What the task requires>
Images are to be excluded from the copy, and the records below reproduced word for word.

━━━━

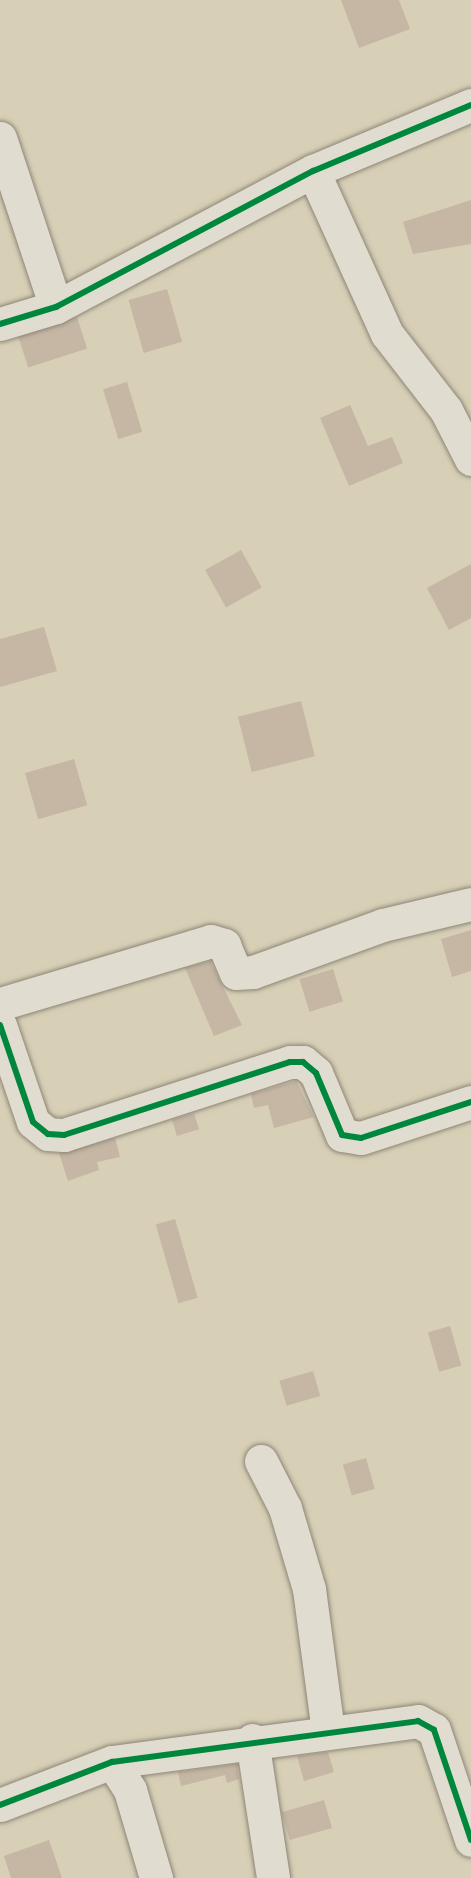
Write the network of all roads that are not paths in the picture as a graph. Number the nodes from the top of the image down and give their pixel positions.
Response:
1 (471, 105) edge
2 (0, 138) edge
3 (313, 171) junction
4 (56, 307) junction
5 (0, 324) edge
6 (471, 459) edge
7 (471, 904) edge
8 (0, 1004) edge
9 (0, 1026) edge
10 (471, 1102) edge
11 (261, 1461) dead end
12 (328, 1732) junction
13 (252, 1740) junction
14 (112, 1762) junction
15 (0, 1805) edge
16 (471, 1840) edge
17 (156, 1878) edge
18 (273, 1878) edge

1 - 3 street
2 - 4 street
3 - 4 street
3 - 6 street
4 - 5 street
7 - 8 street
9 - 10 street
11 - 12 street
12 - 13 street
12 - 16 street
13 - 14 street
13 - 18 street
14 - 15 street
14 - 17 street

━━━━

Expected answer>
Write the network of all roads that are not paths in the picture as a graph. Number the nodes from the top of the image down and give their pixel positions.
Response:
1 (471, 105) edge
2 (0, 138) edge
3 (313, 171) junction
4 (56, 307) junction
5 (0, 324) edge
6 (471, 459) edge
7 (471, 904) edge
8 (0, 1004) edge
9 (0, 1026) edge
10 (471, 1102) edge
11 (261, 1461) dead end
12 (328, 1732) junction
13 (252, 1740) junction
14 (112, 1762) junction
15 (0, 1805) edge
16 (471, 1840) edge
17 (156, 1878) edge
18 (273, 1878) edge

1 - 3 street
2 - 4 street
3 - 4 street
3 - 6 street
4 - 5 street
7 - 8 street
9 - 10 street
11 - 12 street
12 - 13 street
12 - 16 street
13 - 14 street
13 - 18 street
14 - 15 street
14 - 17 street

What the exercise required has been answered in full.